Task statement
Scan the listing below for "filterUnits", then report every line that has it.

═══ Supplied material ═══

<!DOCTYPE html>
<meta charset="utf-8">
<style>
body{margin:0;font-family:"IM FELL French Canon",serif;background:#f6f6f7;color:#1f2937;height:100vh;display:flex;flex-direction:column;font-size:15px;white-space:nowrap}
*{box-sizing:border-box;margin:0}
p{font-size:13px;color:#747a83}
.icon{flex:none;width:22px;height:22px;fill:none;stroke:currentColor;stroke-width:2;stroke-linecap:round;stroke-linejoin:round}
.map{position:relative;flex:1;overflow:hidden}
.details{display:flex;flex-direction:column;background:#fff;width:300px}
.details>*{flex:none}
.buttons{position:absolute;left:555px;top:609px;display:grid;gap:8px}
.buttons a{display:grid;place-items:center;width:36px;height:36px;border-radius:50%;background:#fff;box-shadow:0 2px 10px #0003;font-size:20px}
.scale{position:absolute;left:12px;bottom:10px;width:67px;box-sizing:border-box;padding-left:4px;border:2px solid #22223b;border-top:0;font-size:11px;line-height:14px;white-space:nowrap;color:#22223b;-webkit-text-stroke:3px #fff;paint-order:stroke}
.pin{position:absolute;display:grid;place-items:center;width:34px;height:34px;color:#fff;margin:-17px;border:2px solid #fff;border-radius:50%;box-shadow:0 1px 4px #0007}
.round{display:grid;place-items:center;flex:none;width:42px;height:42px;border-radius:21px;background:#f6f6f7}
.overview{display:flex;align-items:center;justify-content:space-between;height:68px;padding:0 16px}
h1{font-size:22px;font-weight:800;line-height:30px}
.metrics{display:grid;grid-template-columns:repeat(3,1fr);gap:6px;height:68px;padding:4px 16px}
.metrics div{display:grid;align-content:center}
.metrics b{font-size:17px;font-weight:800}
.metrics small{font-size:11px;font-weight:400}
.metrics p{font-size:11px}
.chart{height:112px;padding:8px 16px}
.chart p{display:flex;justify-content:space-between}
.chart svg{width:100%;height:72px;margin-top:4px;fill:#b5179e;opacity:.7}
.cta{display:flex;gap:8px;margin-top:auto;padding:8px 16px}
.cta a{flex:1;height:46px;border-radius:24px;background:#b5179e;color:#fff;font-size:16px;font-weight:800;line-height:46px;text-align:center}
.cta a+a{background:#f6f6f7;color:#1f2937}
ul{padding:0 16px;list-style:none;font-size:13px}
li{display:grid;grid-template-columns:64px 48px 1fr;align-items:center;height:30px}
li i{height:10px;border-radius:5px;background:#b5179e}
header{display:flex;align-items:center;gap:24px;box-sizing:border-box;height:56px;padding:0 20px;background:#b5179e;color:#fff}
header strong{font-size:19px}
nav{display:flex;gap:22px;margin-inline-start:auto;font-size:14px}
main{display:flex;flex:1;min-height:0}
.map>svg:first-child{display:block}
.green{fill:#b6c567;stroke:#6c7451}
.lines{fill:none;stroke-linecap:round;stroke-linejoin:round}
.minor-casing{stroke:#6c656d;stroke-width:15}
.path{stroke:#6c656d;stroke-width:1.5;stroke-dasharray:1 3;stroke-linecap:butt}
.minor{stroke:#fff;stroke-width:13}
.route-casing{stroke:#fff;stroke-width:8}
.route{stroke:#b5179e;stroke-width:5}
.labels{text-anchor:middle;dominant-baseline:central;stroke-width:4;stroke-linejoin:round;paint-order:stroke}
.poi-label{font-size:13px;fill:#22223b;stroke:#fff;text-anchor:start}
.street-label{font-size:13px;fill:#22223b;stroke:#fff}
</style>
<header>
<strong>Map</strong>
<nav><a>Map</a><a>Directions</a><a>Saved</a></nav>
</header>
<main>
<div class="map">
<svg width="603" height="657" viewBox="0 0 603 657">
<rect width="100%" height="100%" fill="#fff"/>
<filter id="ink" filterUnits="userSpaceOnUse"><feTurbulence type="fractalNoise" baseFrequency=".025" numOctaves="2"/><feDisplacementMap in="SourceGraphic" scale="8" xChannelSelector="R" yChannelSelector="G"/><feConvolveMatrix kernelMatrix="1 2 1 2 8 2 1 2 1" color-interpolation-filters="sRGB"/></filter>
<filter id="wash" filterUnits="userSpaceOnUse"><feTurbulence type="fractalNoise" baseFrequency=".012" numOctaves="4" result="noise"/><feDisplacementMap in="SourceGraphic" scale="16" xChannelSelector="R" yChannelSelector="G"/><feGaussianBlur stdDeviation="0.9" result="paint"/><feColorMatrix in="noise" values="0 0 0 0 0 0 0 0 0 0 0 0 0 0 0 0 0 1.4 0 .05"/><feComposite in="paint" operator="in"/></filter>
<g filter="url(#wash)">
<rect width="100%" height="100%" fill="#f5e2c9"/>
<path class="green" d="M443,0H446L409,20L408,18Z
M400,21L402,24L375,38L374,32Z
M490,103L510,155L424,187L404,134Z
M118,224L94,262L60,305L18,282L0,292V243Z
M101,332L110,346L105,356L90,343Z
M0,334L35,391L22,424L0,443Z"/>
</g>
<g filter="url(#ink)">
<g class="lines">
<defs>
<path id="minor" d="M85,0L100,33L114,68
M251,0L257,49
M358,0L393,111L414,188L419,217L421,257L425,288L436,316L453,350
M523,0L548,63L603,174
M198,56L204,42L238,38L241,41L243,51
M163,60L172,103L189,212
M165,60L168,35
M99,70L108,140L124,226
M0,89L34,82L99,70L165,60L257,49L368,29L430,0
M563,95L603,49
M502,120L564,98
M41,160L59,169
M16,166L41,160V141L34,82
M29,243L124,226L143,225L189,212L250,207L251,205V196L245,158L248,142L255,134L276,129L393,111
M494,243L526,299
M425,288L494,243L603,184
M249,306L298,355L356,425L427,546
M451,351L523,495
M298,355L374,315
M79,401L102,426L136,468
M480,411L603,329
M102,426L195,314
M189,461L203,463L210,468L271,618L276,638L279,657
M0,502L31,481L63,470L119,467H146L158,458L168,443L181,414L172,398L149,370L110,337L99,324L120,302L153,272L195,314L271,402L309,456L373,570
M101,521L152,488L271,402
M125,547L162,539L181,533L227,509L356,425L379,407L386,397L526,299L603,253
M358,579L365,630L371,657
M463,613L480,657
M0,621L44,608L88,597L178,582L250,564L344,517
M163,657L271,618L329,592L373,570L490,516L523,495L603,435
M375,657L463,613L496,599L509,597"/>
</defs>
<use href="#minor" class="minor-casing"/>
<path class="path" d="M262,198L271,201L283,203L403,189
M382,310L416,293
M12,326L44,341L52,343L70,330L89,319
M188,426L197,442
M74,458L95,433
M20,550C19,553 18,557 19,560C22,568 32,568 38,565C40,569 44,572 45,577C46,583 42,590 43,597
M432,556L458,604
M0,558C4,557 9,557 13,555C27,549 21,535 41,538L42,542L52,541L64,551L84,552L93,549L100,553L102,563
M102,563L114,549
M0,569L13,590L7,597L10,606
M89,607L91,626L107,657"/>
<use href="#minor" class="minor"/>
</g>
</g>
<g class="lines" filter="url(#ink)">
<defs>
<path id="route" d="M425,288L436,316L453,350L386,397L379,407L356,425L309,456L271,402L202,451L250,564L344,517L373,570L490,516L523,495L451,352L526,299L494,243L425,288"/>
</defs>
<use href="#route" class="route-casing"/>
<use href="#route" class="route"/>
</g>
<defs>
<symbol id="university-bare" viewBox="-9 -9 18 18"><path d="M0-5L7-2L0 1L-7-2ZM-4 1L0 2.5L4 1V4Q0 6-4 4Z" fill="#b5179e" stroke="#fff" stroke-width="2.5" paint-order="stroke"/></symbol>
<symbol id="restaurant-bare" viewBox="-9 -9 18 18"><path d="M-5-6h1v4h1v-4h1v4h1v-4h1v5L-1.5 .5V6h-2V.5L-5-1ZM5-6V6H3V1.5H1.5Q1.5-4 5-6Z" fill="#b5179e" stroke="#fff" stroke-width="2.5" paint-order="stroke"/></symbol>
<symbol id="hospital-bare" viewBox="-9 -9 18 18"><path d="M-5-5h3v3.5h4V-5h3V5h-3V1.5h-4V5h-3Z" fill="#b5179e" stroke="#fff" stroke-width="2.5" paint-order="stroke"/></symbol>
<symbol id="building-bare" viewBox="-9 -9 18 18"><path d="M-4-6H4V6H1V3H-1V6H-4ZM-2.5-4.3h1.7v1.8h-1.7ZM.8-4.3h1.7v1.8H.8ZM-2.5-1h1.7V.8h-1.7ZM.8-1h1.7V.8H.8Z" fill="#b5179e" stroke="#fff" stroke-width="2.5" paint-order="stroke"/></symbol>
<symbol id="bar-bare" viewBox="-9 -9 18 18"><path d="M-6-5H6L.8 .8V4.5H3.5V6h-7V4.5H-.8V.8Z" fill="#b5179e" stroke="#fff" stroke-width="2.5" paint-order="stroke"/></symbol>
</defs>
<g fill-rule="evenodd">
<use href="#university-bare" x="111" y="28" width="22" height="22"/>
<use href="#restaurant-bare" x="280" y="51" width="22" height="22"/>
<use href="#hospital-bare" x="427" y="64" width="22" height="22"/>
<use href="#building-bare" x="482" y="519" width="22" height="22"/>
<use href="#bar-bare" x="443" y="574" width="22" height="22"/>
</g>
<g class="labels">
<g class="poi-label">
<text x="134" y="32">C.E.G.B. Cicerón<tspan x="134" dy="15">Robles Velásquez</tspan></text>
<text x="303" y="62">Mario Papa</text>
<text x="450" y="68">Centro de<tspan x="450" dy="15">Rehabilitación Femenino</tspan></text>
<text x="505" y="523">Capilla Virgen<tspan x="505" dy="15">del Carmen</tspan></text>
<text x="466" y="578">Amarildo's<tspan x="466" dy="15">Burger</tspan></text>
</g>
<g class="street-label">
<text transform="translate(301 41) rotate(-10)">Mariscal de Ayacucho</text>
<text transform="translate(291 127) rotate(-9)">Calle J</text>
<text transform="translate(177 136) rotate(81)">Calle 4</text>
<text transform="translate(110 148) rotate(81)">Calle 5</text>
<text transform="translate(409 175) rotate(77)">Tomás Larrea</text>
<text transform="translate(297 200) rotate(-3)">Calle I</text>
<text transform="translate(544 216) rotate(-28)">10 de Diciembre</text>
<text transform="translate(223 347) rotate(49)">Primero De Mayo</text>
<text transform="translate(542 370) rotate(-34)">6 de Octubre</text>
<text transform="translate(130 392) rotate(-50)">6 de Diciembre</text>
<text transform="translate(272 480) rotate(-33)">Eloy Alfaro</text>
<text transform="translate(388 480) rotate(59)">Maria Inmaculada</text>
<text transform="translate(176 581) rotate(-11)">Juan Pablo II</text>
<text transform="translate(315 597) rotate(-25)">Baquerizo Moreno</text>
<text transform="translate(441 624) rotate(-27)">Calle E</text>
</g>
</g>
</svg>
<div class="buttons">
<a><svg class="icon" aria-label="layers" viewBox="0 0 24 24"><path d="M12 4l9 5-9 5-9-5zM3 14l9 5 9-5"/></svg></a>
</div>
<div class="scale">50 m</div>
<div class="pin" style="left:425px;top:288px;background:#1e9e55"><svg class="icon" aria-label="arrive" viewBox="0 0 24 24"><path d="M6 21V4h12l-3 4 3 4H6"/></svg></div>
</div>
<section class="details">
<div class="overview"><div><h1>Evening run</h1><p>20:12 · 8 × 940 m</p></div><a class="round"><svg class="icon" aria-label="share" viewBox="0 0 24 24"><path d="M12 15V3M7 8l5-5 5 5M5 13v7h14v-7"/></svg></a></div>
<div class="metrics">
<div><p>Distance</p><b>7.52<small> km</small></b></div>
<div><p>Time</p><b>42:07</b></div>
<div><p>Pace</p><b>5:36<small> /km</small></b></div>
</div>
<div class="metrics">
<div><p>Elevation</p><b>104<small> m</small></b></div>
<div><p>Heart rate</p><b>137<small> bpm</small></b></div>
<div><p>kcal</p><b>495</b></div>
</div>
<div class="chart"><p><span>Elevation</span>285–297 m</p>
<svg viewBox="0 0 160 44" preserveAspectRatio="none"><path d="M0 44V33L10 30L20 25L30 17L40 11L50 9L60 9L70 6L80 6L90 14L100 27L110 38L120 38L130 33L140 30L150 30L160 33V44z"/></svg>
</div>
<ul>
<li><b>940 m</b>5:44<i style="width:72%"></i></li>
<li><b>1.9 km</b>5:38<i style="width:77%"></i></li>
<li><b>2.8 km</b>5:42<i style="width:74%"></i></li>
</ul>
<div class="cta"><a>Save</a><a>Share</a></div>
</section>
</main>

═══

The answer
<filter id="ink" filterUnits="userSpaceOnUse"><feTurbulence type="fractalNoise" baseFrequency=".025" numOctaves="2"/><feDisplacementMap in="SourceGraphic" scale="8" xChannelSelector="R" yChannelSelector="G"/><feConvolveMatrix kernelMatrix="1 2 1 2 8 2 1 2 1" color-interpolation-filters="sRGB"/></filter>
<filter id="wash" filterUnits="userSpaceOnUse"><feTurbulence type="fractalNoise" baseFrequency=".012" numOctaves="4" result="noise"/><feDisplacementMap in="SourceGraphic" scale="16" xChannelSelector="R" yChannelSelector="G"/><feGaussianBlur stdDeviation="0.9" result="paint"/><feColorMatrix in="noise" values="0 0 0 0 0 0 0 0 0 0 0 0 0 0 0 0 0 1.4 0 .05"/><feComposite in="paint" operator="in"/></filter>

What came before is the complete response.